After 10 hours of intensive interrogation, Mr. Pickton looks exhausted. For long periods during the questioning, he was crumpled up in his chair with his eyes closed, yawning, listening in silence as police officer after police officer accuses him of horrendous crimes. He repeatedly asserts his innocence.

Then suddenly, Mr. Pickton's demeanour changes. He laughs heartily as he talks about police digging up his farm looking for bodies. He speaks without remorse about the death of the missing women. "Shit happens," he tells police when asked to think about the families of the missing women.

In its final 90 minutes, Mr. Pickton speaks and court see how he acts as if he has the upper hand. As he leans back and rests his foot on a nearby table, he tries to negotiate a deal with the police.

In a startling reversal after hours of denial, Mr. Pickton offers to plead guilty to two or more murders if police would immediately stop the massive investigation at his farm property in Port Coquitlam. "I'm talking about going to court or whatever," he says.
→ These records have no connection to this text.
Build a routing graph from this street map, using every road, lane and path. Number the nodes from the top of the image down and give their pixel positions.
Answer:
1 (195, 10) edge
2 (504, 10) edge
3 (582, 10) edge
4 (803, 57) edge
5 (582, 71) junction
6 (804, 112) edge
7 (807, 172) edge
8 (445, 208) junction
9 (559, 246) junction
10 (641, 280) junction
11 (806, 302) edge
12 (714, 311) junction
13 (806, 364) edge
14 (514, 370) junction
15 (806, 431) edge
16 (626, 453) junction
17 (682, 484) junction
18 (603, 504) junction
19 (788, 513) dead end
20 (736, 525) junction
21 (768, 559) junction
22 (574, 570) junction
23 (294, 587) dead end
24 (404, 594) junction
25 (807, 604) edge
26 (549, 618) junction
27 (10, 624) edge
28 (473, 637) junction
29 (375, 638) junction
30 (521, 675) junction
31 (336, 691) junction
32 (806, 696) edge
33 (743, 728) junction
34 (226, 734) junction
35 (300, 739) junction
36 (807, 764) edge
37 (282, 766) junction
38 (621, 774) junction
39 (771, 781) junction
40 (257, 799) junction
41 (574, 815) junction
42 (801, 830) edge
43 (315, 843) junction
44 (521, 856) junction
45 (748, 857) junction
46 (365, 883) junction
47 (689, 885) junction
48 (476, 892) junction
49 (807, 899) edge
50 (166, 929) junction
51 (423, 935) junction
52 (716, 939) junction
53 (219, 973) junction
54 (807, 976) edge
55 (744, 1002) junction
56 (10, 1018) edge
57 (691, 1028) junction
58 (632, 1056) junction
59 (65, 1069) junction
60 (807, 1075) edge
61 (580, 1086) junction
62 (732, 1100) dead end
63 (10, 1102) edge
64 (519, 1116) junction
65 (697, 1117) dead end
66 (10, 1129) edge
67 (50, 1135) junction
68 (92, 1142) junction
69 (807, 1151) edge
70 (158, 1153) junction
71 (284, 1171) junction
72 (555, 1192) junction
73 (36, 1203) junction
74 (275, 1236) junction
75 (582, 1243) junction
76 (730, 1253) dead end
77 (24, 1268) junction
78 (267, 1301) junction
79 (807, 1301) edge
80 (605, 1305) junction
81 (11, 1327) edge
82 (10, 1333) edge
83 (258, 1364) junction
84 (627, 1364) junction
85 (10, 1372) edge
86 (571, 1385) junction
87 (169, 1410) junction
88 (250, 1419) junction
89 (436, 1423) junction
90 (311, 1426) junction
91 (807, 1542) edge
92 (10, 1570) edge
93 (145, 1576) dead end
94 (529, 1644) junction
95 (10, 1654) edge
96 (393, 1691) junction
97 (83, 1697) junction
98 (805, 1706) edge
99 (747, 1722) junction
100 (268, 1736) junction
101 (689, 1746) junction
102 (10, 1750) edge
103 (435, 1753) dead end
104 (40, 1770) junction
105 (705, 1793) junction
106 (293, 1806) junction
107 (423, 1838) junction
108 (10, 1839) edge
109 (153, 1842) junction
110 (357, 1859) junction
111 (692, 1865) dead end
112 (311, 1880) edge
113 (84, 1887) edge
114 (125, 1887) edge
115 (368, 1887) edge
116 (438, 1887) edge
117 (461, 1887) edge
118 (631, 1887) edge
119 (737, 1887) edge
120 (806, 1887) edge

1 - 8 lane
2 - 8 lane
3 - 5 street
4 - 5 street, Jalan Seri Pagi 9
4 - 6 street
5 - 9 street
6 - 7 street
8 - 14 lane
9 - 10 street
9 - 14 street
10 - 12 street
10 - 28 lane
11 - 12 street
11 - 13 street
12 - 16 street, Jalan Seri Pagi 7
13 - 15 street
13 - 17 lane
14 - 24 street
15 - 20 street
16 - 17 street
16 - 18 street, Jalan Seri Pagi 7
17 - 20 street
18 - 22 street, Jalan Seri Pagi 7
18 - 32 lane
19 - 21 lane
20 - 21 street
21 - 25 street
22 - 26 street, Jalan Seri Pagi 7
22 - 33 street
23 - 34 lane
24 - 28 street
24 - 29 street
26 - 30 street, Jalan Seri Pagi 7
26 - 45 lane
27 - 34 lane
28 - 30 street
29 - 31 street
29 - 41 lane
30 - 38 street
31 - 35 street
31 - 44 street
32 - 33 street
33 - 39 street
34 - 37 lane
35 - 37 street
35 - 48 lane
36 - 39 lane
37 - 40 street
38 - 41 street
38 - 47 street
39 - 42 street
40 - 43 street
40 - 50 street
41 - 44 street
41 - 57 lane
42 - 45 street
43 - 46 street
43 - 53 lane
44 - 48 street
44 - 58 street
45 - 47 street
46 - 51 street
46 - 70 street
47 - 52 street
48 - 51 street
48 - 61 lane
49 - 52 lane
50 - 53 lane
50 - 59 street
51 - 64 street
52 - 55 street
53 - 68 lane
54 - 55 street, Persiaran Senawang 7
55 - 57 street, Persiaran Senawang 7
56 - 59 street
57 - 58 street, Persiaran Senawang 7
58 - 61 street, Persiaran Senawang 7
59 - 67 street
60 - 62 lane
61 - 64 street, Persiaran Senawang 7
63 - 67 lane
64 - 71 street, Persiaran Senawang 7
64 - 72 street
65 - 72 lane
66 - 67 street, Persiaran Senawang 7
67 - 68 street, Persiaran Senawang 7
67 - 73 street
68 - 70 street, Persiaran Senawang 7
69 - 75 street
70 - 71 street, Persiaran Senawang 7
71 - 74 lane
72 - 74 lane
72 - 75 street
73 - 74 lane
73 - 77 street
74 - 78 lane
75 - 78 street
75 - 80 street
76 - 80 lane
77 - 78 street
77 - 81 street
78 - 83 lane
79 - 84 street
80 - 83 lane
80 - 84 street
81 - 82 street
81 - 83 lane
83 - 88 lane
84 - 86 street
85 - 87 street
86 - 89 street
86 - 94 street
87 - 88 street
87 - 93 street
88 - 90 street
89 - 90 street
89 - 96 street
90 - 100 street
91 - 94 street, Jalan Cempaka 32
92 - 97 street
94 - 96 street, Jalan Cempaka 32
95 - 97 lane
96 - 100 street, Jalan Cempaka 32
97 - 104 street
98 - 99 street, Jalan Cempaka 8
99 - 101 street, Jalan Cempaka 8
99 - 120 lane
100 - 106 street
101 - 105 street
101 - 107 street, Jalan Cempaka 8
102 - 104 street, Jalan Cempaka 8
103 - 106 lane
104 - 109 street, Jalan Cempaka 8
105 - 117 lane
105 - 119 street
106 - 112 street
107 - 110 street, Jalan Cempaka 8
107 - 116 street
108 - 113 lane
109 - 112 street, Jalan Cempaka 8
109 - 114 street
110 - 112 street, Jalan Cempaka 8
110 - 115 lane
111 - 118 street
Insp. Adam, the third interrogator to press Mr. Pickton for a confession, asks if he will plead guilty. "Um hum," Mr. Pickton responds, sounding alert despite the lengthy interrogation. To how many, the officer asks.

"Whatever charged with," Mr., Pickton says, adding, "I'll finally admit to everything if you pull fences down." The police had fenced off the farm for their investigation.

Mr. Pickton said he wanted the police to clear out so his brother Dave could continue working on the farm. Police at that time had found evidence linking Mr. Pickton to Ms. Abotsway and Ms. Wilson but had not yet found any human remains on the property.

Police found bloodstains all over a motorhome on his property because he was "sloppy," he said.

But when Insp. Adam presses for details, the cagey prisoner retreats.

"No comment," Mr. Pickton repeats over and over. "You make me out a murderer more than I am," he says during another exchange.

At one point in the videotape court hears Insp. Adam attempt to narrow the conversation to the death of Ms. Wilson. He tells Mr. Pickton Ms. Wilson's blood is all over a trailer and suggests Mr. Pickton beat her.

"Hitting her?" Mr. Pickton asks in surprise. "What do you mean? No, no, no. You're, you guys are way off the deep end."

Later, Mr. Pickton hints that he killed two to three women but, again, won't provide details.

"So my question is; "How many?" Insp. Adam asks.

Mr. Pickton replies: "I'd say two, probably two. Maybe three.

Insp. Adam asks: So, we got Mona obvious, right?"

"No, we got noboby yet," Mr. Pickton responds quickly.

The banter between the two men on the videotape continued for hours. Insp. Adam would extract a nugget of information. Mr. Pickton would tease back with hints of "sloppiness" and suggestions that he planned more.

But each time Insp. Adam pressed for details, the prisoner backed off. More than once, he burst out laughing.

"Did you shoot her (Mona Wilson)?" Insp. Adam asked.

"Shoot her?" Mr. Pickton replied sounding surprised that a woman was dead.

"Whatever you did caused a lot of blood right?" Staff Sgt. Adam said.

"Um hum. You did some of your homework," Mr. Pickton shot back.